Non-compete clauses, which limit workers’ ability to move from one firm to another, are a contentious issues in tech circles. The state of Massachusetts, for instance, plans to ban them in the hopes of preventing future Mark Zuckerbergs from leaving Boston for California.
Now, a new study published in Harvard Business Review offers fresh ammunition to critics: it suggests that workers are less motivated and perform worse when subjected to terms that limit their job mobility.
The study paid online participants to search matrices for numbers that add up to ten. In a sub-group of people subjected to a mock non-compete clause, 61 percent decided to drop out and forgo the money compared to 41 percent in a control group. The non-compete group also performed significantly worse at the task, making mistakes at twice the rate as the others.
So what’s the upshot? According to the authors of the study:
We believe that limits on future employment not only dim workers’ external prospects but also decrease their perceived ownership of their jobs, sapping their desire to exert themselves and develop their skills. The resulting drop in performance may be more damaging to companies than the actual loss of the employees would be.

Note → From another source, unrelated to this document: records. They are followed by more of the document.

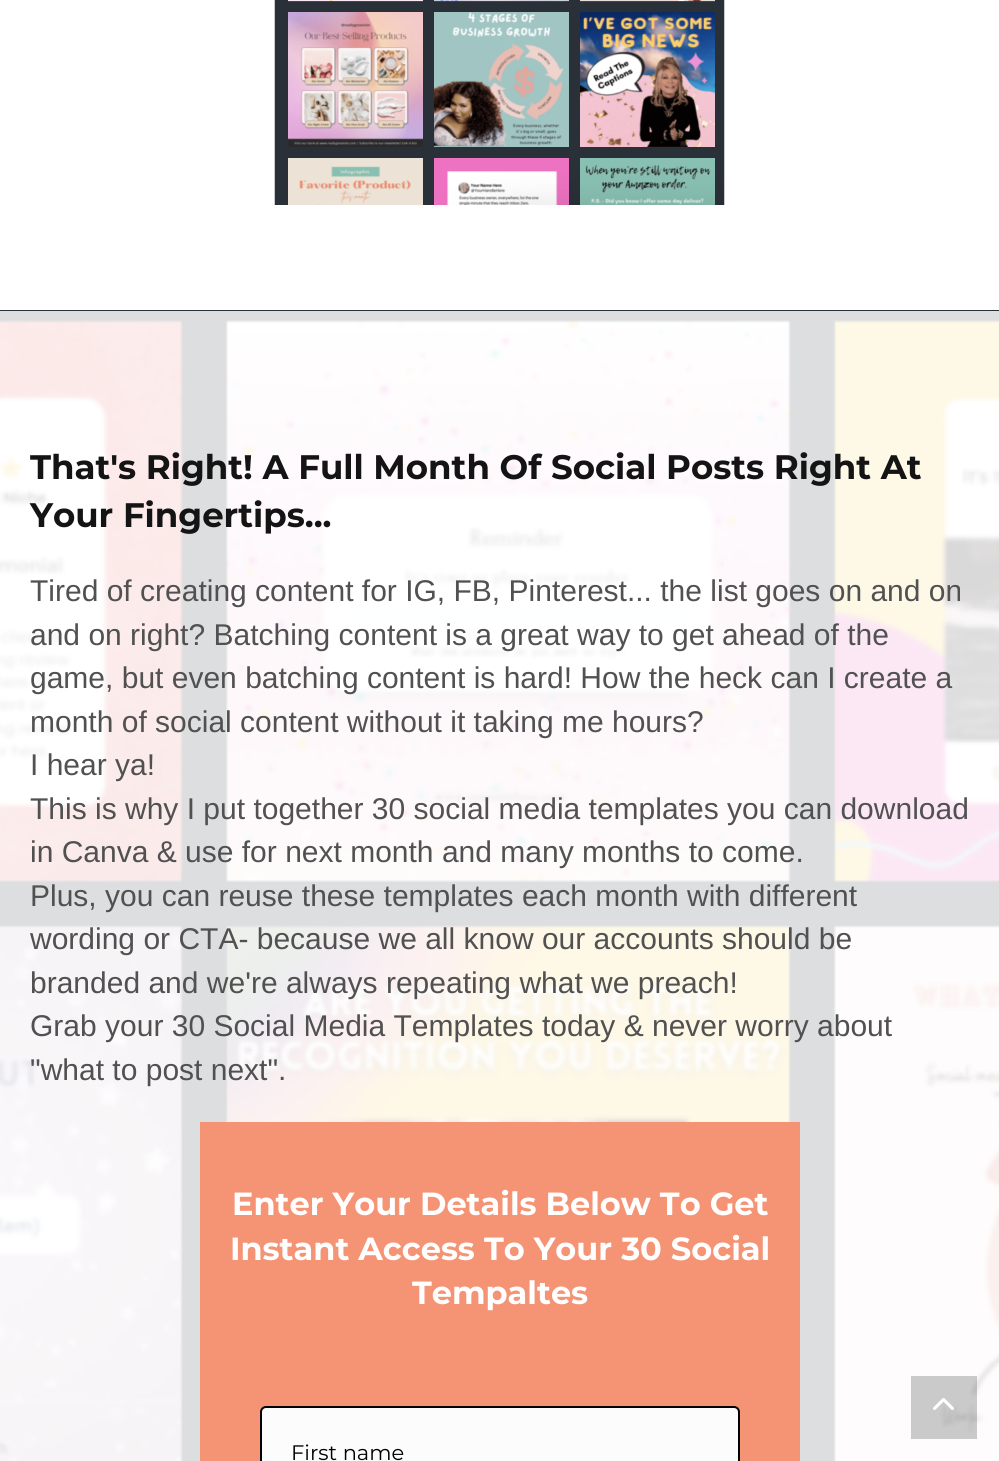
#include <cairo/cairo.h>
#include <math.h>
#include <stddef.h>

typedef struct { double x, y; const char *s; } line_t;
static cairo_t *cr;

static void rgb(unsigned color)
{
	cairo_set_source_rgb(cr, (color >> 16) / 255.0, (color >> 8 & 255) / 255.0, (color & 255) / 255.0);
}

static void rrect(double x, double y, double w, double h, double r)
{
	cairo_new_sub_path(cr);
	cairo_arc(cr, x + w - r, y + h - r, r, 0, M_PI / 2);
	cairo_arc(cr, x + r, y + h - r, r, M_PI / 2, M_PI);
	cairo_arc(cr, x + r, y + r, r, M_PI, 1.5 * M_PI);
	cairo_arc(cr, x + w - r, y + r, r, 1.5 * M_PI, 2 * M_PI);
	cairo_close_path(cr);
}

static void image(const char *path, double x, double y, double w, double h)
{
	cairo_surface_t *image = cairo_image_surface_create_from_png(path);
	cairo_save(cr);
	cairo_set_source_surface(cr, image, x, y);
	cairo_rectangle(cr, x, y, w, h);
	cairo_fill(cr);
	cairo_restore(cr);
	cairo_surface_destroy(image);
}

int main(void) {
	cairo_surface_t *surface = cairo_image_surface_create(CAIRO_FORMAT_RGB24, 999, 1461);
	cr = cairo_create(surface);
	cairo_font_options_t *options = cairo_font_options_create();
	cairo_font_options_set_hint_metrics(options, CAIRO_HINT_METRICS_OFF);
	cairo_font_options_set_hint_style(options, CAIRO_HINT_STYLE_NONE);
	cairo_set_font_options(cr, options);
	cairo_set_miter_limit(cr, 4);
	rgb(0xffffff);
	cairo_paint(cr);
	image("img/1.png", 274, 0, 451, 205);
	image("img/2.png", 0, 310, 999, 1151);
	rgb(0xf59475);
	cairo_rectangle(cr, 200, 1122, 600, 339);
	cairo_fill(cr);
	rgb(0xfcfcfc);
	rrect(261, 1407, 478, 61, 5);
	cairo_fill_preserve(cr);
	rgb(0x000000);
	cairo_stroke(cr);
	cairo_set_source_rgba(cr, 0, 0, 0, 0.2);
	cairo_rectangle(cr, 911, 1376, 66, 63);
	cairo_fill(cr);
	image("img/3.png", 933, 1398, 21, 12);
	cairo_select_font_face(cr, "Montserrat", CAIRO_FONT_SLANT_NORMAL, CAIRO_FONT_WEIGHT_BOLD);
	cairo_set_font_size(cr, 34);
	rgb(0x141414);
	cairo_move_to(cr, 30, 479);
	cairo_show_text(cr, "That's Right! A Full Month Of Social Posts Right At");
	cairo_move_to(cr, 30, 527);
	cairo_show_text(cr, "Your Fingertips...");
	cairo_select_font_face(cr, "Liberation Sans", CAIRO_FONT_SLANT_NORMAL, CAIRO_FONT_WEIGHT_NORMAL);
	cairo_set_font_size(cr, 30);
	rgb(0x515151);
	{
		static const line_t items[] = {
			{30, 601, "Tired of creating content for IG, FB, Pinterest... the list goes on and on"},
			{30, 645, "and on right? Batching content is a great way to get ahead of the"},
			{30, 688, "game, but even batching content is hard! How the heck can I create a"},
			{30, 732, "month of social content without it taking me hours?"},
			{30, 775, "I hear ya!"},
			{30, 819, "This is why I put together 30 social media templates you can download"},
			{30, 862, "in Canva & use for next month and many months to come."},
			{30, 906, "Plus, you can reuse these templates each month with different"},
			{30, 949, "wording or CTA- because we all know our accounts should be"},
			{30, 993, "branded and we're always repeating what we preach!"},
			{30, 1036, "Grab your 30 Social Media Templates today & never worry about"},
			{30, 1080, "\"what to post next\"."},
		};
		for (size_t i = 0; i < sizeof items / sizeof *items; i++) {
			cairo_move_to(cr, items[i].x, items[i].y);
			cairo_show_text(cr, items[i].s);
		}
	}
	cairo_select_font_face(cr, "Montserrat", CAIRO_FONT_SLANT_NORMAL, CAIRO_FONT_WEIGHT_BOLD);
	cairo_set_font_size(cr, 32);
	rgb(0xffffff);
	{
		static const line_t items[] = {
			{232, 1215, "Enter Your Details Below To Get"},
			{230, 1260, "Instant Access To Your 30 Social"},
			{412, 1304, "Tempaltes"},
		};
		for (size_t i = 0; i < sizeof items / sizeof *items; i++) {
			cairo_move_to(cr, items[i].x, items[i].y);
			cairo_show_text(cr, items[i].s);
		}
	}
	cairo_select_font_face(cr, "Montserrat", CAIRO_FONT_SLANT_NORMAL, CAIRO_FONT_WEIGHT_NORMAL);
	cairo_set_font_size(cr, 21);
	rgb(0x000000);
	cairo_move_to(cr, 291, 1460);
	cairo_show_text(cr, "First name");
	cairo_surface_write_to_png(surface, "page.png");
	cairo_font_options_destroy(options);
	cairo_destroy(cr);
	cairo_surface_destroy(surface);
	return 0;
}
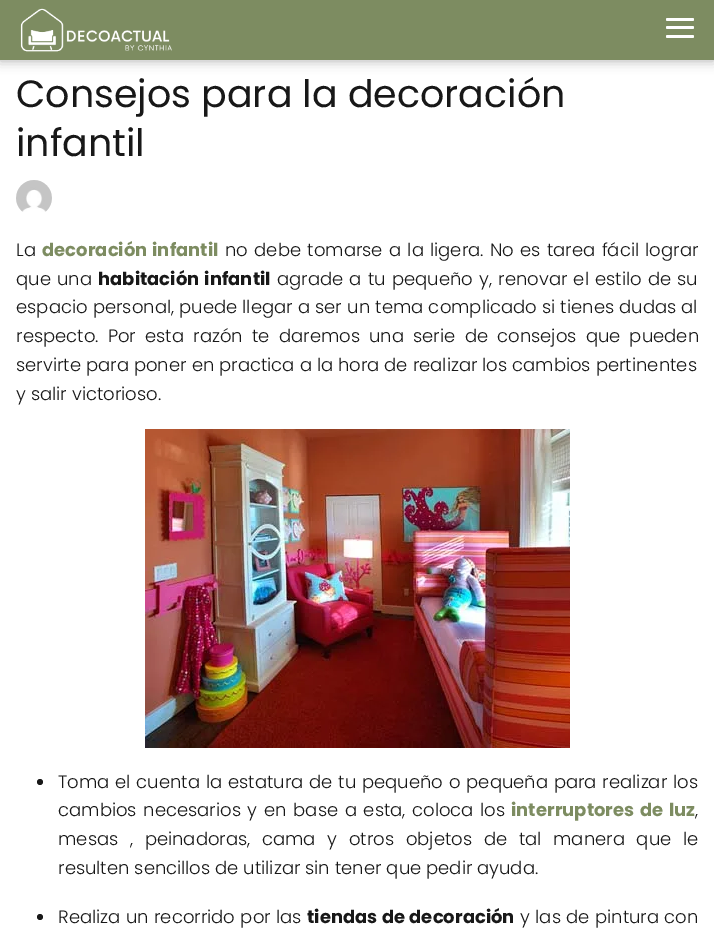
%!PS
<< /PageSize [714 946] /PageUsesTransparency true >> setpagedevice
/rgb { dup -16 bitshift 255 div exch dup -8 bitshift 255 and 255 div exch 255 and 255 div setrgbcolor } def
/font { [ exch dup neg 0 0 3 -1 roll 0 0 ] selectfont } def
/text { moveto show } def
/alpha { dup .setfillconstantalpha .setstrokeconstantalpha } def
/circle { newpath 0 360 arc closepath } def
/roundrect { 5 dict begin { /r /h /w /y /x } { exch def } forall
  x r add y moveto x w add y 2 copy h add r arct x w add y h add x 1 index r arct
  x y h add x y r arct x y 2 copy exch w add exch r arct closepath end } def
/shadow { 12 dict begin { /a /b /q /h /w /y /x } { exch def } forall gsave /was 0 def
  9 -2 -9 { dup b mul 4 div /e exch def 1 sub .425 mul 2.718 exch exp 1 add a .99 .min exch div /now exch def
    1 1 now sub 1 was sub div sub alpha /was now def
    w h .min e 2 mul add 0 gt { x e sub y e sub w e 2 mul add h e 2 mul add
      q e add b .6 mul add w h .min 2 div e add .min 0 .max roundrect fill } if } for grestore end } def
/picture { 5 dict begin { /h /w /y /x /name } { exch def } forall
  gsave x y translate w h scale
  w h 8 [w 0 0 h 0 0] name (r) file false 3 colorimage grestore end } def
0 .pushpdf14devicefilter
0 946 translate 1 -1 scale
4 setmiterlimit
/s1 { /Poppins-Regular 38 font 16#181818 rgb } def
/s2 { /Poppins-Light 18 font 16#181818 rgb } def
16#FFFFFF rgb
0 0 714 946 rectfill
16#000000 rgb
0 1 714 60 0 6 0.3 shadow
16#7D8C61 rgb
0 0 714 60 rectfill
(pic1.raw) 20 8 152 44 picture
16#FFFFFF rgb
666 18 28 3 1.5 roundrect fill
666 26 28 3 1.5 roundrect fill
666 35 28 3 1.5 roundrect fill
s1
(Consejos para la decoración) 16 107 text
(infantil) 16 156 text
(pic2.raw) 16 180 36 32 picture
s2
(La) 16 256 text
/Poppins-Bold 18 font
16#7D8C61 rgb
42 256 moveto 1 0 32 (decoración infantil) widthshow
/Poppins-Light 18 font
16#181818 rgb
225 256 moveto 1.4 0 32 (no debe tomarse a la ligera. No es tarea fácil lograr) widthshow
16 285 moveto 1.25 0 32 (que una) widthshow
/Poppins-Bold 18 font
98 285 moveto 1.25 0 32 (habitación infantil) widthshow
/Poppins-Light 18 font
277 285 moveto 1.25 0 32 (agrade a tu pequeño y, renovar el estilo de su) widthshow
16 313 moveto 0.25 0 32 (espacio personal, puede llegar a ser un tema complicado si tienes dudas al) widthshow
16 342 moveto 4.25 0 32 (respecto. Por esta razón te daremos una serie de consejos que pueden) widthshow
(servirte para poner en practica a la hora de realizar los cambios pertinentes) 16 371 text
(y salir victorioso.) 16 400 text
(pic3.raw) 145 429 425 319 picture
40 782 3 circle fill
58 788 moveto 0.9 0 32 (Toma el cuenta la estatura de tu pequeño o pequeña para realizar los) widthshow
58 816 moveto 1.75 0 32 (cambios necesarios y en base a esta, coloca los) widthshow
/Poppins-Bold 18 font
16#7D8C61 rgb
511 816 moveto 1.75 0 32 (interruptores de luz) widthshow
s2
(,) 695 816 text
58 845 moveto 6.75 0 32 (mesas , peinadoras, cama y otros objetos de tal manera que le) widthshow
(resulten sencillos de utilizar sin tener que pedir ayuda.) 58 874 text
40 917 3 circle fill
58 923 moveto 0.5 0 32 (Realiza un recorrido por las) widthshow
/Poppins-Bold 18 font
307 923 moveto 0.5 0 32 (tiendas de decoración) widthshow
/Poppins-Light 18 font
520 923 moveto 0.5 0 32 (y las de pintura con) widthshow
.poppdf14devicefilter showpage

If the authors’ findings are correct, the conclusion could carry big implications for the American work force, where more than half of engineers and 70 percent of executives are reportedly subject to non-complete clauses. The authors also say that existing research shows higher levels of innovation and productivity in regions that outlaw limits on worker mobility.
Silicon Valley and California stand out in this area. Courts there have explicitly banned non-compete clauses on public policy grounds, a situation that makes it easy for companies to poach each others’ employees.